**DATA TO USE**
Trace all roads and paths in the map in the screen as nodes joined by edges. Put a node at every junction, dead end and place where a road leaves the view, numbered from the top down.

...

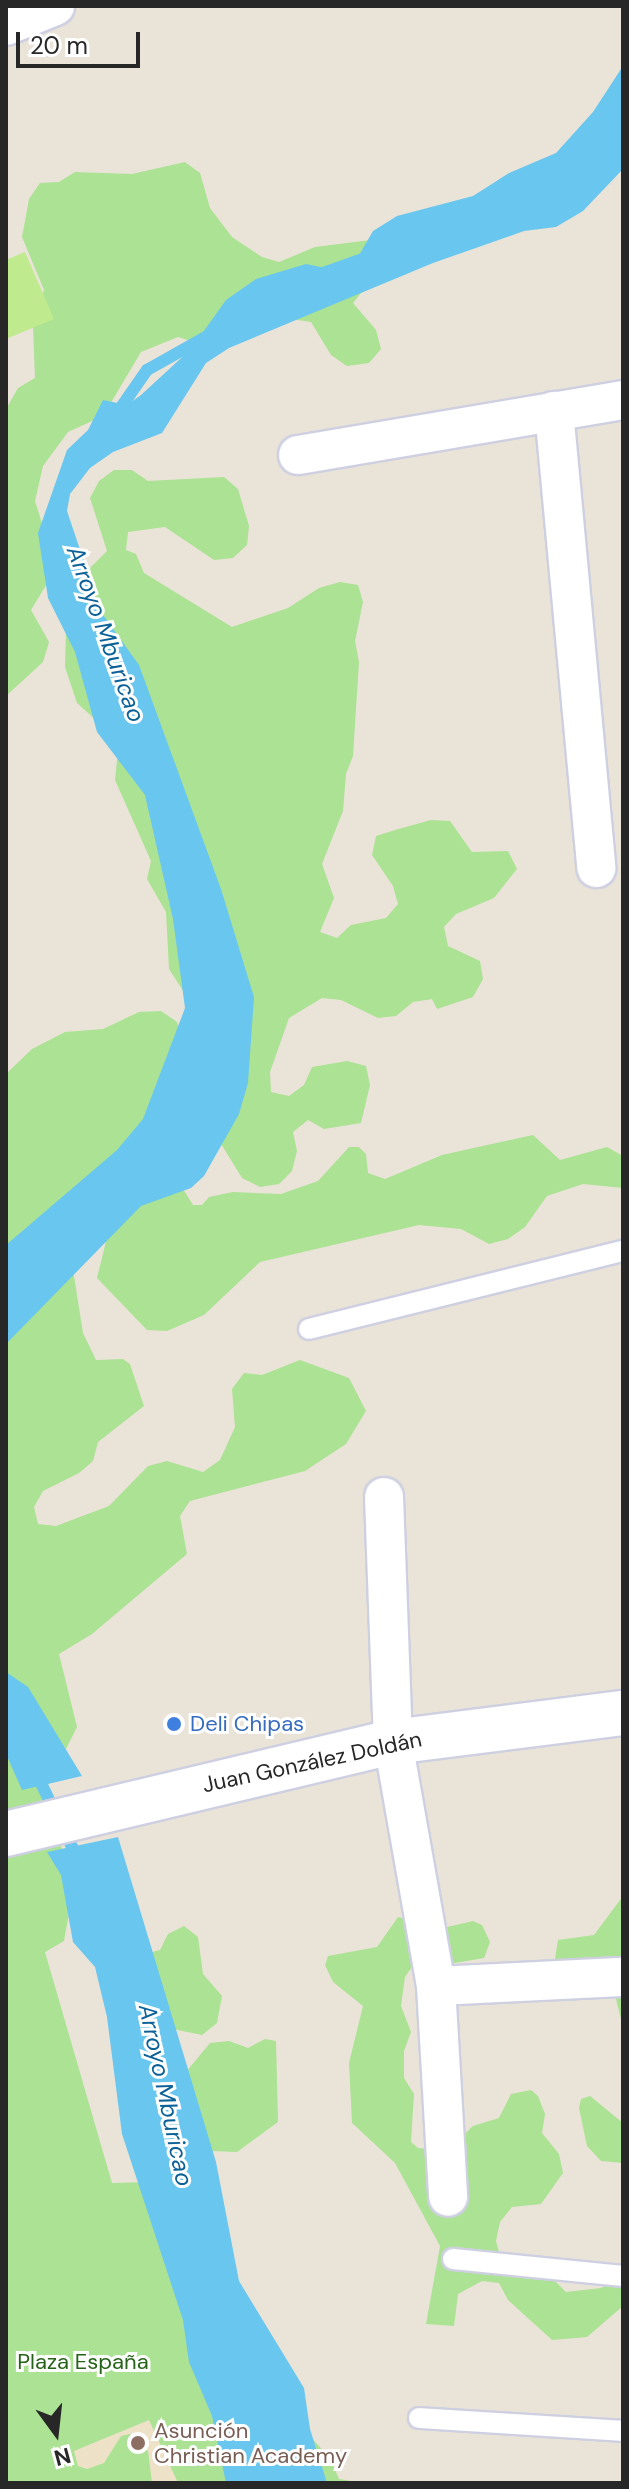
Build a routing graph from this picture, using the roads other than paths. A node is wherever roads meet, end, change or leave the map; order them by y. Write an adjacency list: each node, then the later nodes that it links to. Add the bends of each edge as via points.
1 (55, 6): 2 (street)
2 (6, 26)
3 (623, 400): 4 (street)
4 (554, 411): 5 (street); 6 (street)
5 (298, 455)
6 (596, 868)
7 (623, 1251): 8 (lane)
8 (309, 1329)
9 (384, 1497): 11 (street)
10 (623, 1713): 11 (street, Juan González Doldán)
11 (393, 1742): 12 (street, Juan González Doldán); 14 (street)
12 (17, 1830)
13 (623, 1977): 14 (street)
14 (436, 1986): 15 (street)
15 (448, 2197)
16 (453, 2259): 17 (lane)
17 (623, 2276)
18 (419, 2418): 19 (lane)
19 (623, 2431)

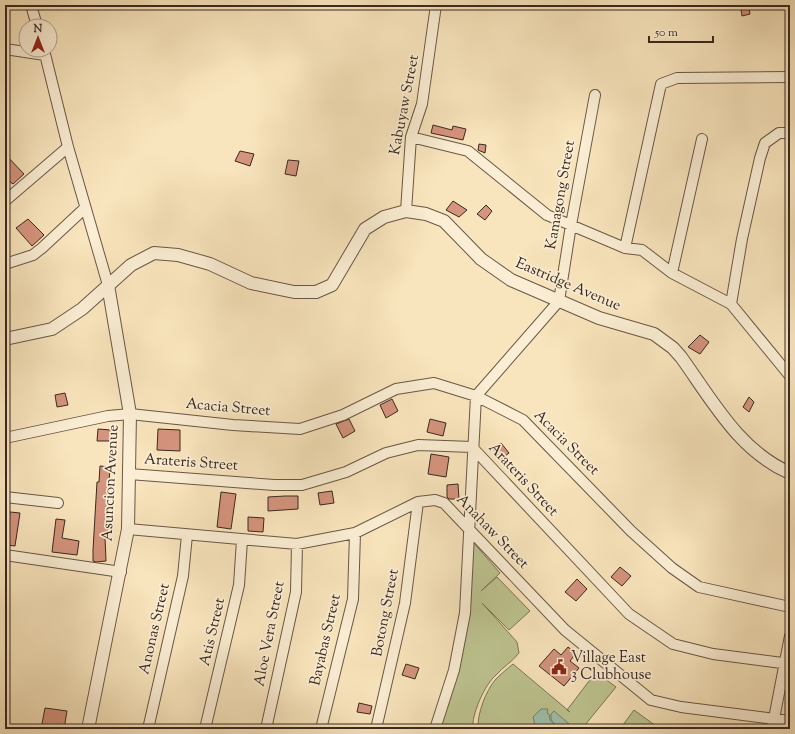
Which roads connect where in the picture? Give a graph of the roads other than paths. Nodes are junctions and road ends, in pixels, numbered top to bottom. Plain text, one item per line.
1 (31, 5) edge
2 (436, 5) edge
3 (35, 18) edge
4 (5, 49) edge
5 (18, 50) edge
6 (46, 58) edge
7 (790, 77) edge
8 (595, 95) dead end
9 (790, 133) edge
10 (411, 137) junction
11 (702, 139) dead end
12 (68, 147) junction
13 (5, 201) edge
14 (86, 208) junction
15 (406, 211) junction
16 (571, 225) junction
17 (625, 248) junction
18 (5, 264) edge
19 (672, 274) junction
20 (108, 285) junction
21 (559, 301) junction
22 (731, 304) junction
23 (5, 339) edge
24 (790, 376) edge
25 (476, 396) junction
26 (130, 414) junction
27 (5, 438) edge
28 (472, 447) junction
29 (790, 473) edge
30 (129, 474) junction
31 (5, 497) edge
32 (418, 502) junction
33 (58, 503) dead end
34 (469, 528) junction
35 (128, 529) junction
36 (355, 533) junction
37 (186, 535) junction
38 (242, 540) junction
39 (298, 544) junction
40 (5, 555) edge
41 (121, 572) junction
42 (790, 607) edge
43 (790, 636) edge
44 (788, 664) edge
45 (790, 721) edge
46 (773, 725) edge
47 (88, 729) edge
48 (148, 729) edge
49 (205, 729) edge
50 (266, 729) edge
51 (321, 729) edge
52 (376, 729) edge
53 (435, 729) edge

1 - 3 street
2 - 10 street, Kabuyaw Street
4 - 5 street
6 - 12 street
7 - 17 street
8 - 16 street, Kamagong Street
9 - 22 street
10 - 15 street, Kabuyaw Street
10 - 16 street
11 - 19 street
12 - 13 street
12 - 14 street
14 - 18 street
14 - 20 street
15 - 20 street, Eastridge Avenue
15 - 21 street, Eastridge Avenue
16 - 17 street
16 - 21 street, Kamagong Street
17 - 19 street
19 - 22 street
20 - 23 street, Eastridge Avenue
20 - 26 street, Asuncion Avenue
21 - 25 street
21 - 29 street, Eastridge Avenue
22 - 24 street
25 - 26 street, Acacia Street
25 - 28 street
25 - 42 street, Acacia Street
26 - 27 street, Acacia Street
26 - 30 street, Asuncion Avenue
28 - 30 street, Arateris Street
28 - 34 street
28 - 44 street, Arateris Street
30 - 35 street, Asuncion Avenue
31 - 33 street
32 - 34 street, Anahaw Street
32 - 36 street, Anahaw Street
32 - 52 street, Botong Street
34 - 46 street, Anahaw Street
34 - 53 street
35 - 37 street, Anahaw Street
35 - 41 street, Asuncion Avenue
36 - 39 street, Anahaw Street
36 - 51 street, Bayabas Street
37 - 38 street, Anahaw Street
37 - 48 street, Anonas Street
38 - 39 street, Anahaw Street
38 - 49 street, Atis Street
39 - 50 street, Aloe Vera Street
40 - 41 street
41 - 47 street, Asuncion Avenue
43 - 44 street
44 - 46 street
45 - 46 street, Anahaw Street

...

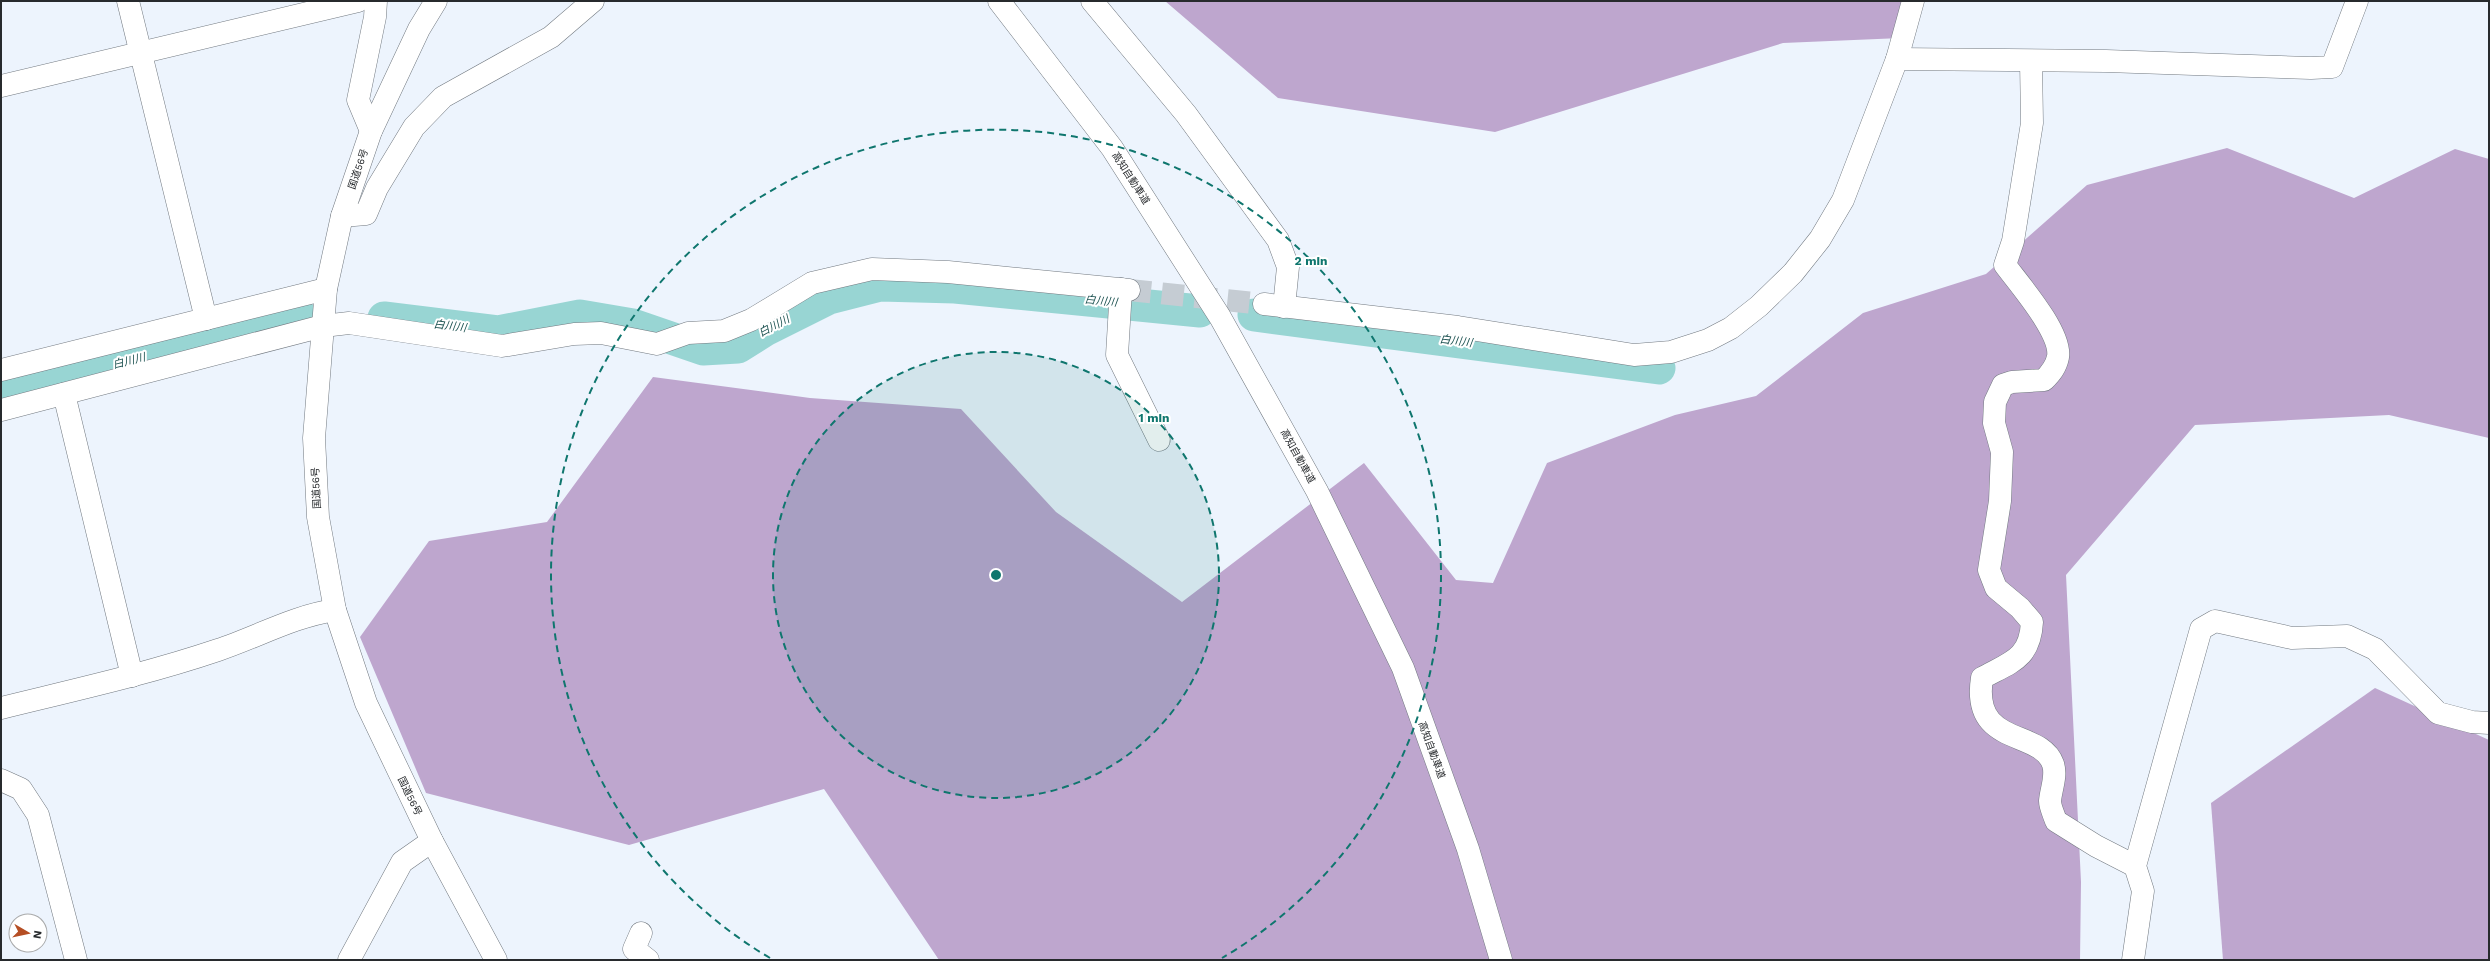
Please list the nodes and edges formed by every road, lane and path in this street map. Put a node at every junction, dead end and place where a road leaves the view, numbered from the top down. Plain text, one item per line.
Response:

**TASK DIRECTIONS**
Copy each line of the records containing the string "leaves".

**RESPONSE AREA**
Trace all roads and paths in the map in the screen as nodes joined by edges. Put a node at every junction, dead end and place where a road leaves the view, numbered from the top down.
Please list the nodes and edges formed by every road, lane and path in this street map. Put a node at every junction, dead end and place where a road leaves the view, numbered from the top down. Plain text, one item per line.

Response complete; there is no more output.